- **Requirement**: The answer must consist of every record below, transcribed exactly.

- **Exercise data**:
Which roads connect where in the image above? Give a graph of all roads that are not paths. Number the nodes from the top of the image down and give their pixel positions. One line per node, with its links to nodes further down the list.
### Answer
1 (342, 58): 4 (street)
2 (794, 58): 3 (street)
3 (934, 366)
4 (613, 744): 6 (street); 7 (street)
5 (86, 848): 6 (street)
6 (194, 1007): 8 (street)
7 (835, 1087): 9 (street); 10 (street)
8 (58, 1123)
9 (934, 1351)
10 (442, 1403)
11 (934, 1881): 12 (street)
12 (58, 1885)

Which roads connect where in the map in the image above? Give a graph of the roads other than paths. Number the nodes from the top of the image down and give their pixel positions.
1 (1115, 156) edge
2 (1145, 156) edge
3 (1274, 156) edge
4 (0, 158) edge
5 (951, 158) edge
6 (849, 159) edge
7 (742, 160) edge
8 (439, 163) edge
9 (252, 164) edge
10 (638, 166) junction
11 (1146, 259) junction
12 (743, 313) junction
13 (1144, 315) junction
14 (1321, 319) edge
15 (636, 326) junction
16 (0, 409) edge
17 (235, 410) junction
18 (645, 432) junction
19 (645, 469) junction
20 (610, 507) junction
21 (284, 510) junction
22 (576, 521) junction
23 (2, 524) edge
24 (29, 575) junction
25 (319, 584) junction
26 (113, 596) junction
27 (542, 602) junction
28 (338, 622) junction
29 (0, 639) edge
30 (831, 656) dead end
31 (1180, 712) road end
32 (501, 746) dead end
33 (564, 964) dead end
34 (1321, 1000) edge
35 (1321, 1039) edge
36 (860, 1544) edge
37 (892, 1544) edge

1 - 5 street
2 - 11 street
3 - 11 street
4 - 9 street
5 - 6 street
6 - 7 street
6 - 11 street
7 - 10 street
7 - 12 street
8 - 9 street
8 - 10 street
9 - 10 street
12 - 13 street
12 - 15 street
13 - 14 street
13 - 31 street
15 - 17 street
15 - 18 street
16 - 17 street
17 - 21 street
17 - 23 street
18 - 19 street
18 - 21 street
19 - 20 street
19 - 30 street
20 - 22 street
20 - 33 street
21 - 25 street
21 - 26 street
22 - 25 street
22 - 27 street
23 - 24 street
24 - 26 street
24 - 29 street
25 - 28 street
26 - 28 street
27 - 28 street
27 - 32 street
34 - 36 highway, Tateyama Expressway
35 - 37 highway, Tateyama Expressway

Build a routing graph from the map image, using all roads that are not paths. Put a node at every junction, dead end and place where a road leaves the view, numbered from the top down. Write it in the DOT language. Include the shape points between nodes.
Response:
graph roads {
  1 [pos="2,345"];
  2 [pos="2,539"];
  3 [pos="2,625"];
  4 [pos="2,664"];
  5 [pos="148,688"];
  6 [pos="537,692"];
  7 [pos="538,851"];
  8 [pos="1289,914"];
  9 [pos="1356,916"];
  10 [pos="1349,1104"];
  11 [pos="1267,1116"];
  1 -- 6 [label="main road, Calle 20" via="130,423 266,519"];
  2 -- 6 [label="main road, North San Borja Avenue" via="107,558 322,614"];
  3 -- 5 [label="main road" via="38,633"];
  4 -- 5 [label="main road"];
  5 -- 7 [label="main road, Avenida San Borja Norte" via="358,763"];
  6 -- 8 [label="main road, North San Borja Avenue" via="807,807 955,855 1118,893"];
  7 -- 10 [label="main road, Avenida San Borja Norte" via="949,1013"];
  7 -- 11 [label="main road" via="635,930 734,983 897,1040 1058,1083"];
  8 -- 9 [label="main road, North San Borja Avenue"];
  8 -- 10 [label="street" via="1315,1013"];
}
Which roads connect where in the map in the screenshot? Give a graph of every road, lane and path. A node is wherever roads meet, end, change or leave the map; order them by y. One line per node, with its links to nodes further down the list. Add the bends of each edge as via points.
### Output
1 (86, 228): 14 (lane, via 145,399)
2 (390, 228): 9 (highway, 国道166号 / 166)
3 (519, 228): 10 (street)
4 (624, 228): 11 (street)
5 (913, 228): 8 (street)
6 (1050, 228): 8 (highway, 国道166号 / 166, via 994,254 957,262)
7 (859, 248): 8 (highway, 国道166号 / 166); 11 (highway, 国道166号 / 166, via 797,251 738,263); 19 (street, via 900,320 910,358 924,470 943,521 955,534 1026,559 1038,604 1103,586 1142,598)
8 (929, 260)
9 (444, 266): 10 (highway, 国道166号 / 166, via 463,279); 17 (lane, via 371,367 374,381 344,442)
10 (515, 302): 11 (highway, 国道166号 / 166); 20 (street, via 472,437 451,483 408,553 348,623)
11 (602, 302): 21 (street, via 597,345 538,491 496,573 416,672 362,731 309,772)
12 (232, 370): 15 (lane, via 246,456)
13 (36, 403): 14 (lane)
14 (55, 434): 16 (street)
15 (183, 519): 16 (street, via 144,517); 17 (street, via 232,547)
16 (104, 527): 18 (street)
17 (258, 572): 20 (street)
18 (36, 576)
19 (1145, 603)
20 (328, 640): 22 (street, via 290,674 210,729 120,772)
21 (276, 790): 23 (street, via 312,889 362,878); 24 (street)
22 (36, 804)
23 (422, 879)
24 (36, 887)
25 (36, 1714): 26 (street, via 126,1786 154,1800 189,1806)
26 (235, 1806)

- **Solution**:
Which roads connect where in the image above? Give a graph of all roads that are not paths. Number the nodes from the top of the image down and give their pixel positions. One line per node, with its links to nodes further down the list.
### Answer
1 (342, 58): 4 (street)
2 (794, 58): 3 (street)
3 (934, 366)
4 (613, 744): 6 (street); 7 (street)
5 (86, 848): 6 (street)
6 (194, 1007): 8 (street)
7 (835, 1087): 9 (street); 10 (street)
8 (58, 1123)
9 (934, 1351)
10 (442, 1403)
11 (934, 1881): 12 (street)
12 (58, 1885)

Which roads connect where in the map in the image above? Give a graph of the roads other than paths. Number the nodes from the top of the image down and give their pixel positions.
1 (1115, 156) edge
2 (1145, 156) edge
3 (1274, 156) edge
4 (0, 158) edge
5 (951, 158) edge
6 (849, 159) edge
7 (742, 160) edge
8 (439, 163) edge
9 (252, 164) edge
10 (638, 166) junction
11 (1146, 259) junction
12 (743, 313) junction
13 (1144, 315) junction
14 (1321, 319) edge
15 (636, 326) junction
16 (0, 409) edge
17 (235, 410) junction
18 (645, 432) junction
19 (645, 469) junction
20 (610, 507) junction
21 (284, 510) junction
22 (576, 521) junction
23 (2, 524) edge
24 (29, 575) junction
25 (319, 584) junction
26 (113, 596) junction
27 (542, 602) junction
28 (338, 622) junction
29 (0, 639) edge
30 (831, 656) dead end
31 (1180, 712) road end
32 (501, 746) dead end
33 (564, 964) dead end
34 (1321, 1000) edge
35 (1321, 1039) edge
36 (860, 1544) edge
37 (892, 1544) edge

1 - 5 street
2 - 11 street
3 - 11 street
4 - 9 street
5 - 6 street
6 - 7 street
6 - 11 street
7 - 10 street
7 - 12 street
8 - 9 street
8 - 10 street
9 - 10 street
12 - 13 street
12 - 15 street
13 - 14 street
13 - 31 street
15 - 17 street
15 - 18 street
16 - 17 street
17 - 21 street
17 - 23 street
18 - 19 street
18 - 21 street
19 - 20 street
19 - 30 street
20 - 22 street
20 - 33 street
21 - 25 street
21 - 26 street
22 - 25 street
22 - 27 street
23 - 24 street
24 - 26 street
24 - 29 street
25 - 28 street
26 - 28 street
27 - 28 street
27 - 32 street
34 - 36 highway, Tateyama Expressway
35 - 37 highway, Tateyama Expressway

Build a routing graph from the map image, using all roads that are not paths. Put a node at every junction, dead end and place where a road leaves the view, numbered from the top down. Write it in the DOT language. Include the shape points between nodes.
Response:
graph roads {
  1 [pos="2,345"];
  2 [pos="2,539"];
  3 [pos="2,625"];
  4 [pos="2,664"];
  5 [pos="148,688"];
  6 [pos="537,692"];
  7 [pos="538,851"];
  8 [pos="1289,914"];
  9 [pos="1356,916"];
  10 [pos="1349,1104"];
  11 [pos="1267,1116"];
  1 -- 6 [label="main road, Calle 20" via="130,423 266,519"];
  2 -- 6 [label="main road, North San Borja Avenue" via="107,558 322,614"];
  3 -- 5 [label="main road" via="38,633"];
  4 -- 5 [label="main road"];
  5 -- 7 [label="main road, Avenida San Borja Norte" via="358,763"];
  6 -- 8 [label="main road, North San Borja Avenue" via="807,807 955,855 1118,893"];
  7 -- 10 [label="main road, Avenida San Borja Norte" via="949,1013"];
  7 -- 11 [label="main road" via="635,930 734,983 897,1040 1058,1083"];
  8 -- 9 [label="main road, North San Borja Avenue"];
  8 -- 10 [label="street" via="1315,1013"];
}
Which roads connect where in the map in the screenshot? Give a graph of every road, lane and path. A node is wherever roads meet, end, change or leave the map; order them by y. One line per node, with its links to nodes further down the list. Add the bends of each edge as via points.
### Output
1 (86, 228): 14 (lane, via 145,399)
2 (390, 228): 9 (highway, 国道166号 / 166)
3 (519, 228): 10 (street)
4 (624, 228): 11 (street)
5 (913, 228): 8 (street)
6 (1050, 228): 8 (highway, 国道166号 / 166, via 994,254 957,262)
7 (859, 248): 8 (highway, 国道166号 / 166); 11 (highway, 国道166号 / 166, via 797,251 738,263); 19 (street, via 900,320 910,358 924,470 943,521 955,534 1026,559 1038,604 1103,586 1142,598)
8 (929, 260)
9 (444, 266): 10 (highway, 国道166号 / 166, via 463,279); 17 (lane, via 371,367 374,381 344,442)
10 (515, 302): 11 (highway, 国道166号 / 166); 20 (street, via 472,437 451,483 408,553 348,623)
11 (602, 302): 21 (street, via 597,345 538,491 496,573 416,672 362,731 309,772)
12 (232, 370): 15 (lane, via 246,456)
13 (36, 403): 14 (lane)
14 (55, 434): 16 (street)
15 (183, 519): 16 (street, via 144,517); 17 (street, via 232,547)
16 (104, 527): 18 (street)
17 (258, 572): 20 (street)
18 (36, 576)
19 (1145, 603)
20 (328, 640): 22 (street, via 290,674 210,729 120,772)
21 (276, 790): 23 (street, via 312,889 362,878); 24 (street)
22 (36, 804)
23 (422, 879)
24 (36, 887)
25 (36, 1714): 26 (street, via 126,1786 154,1800 189,1806)
26 (235, 1806)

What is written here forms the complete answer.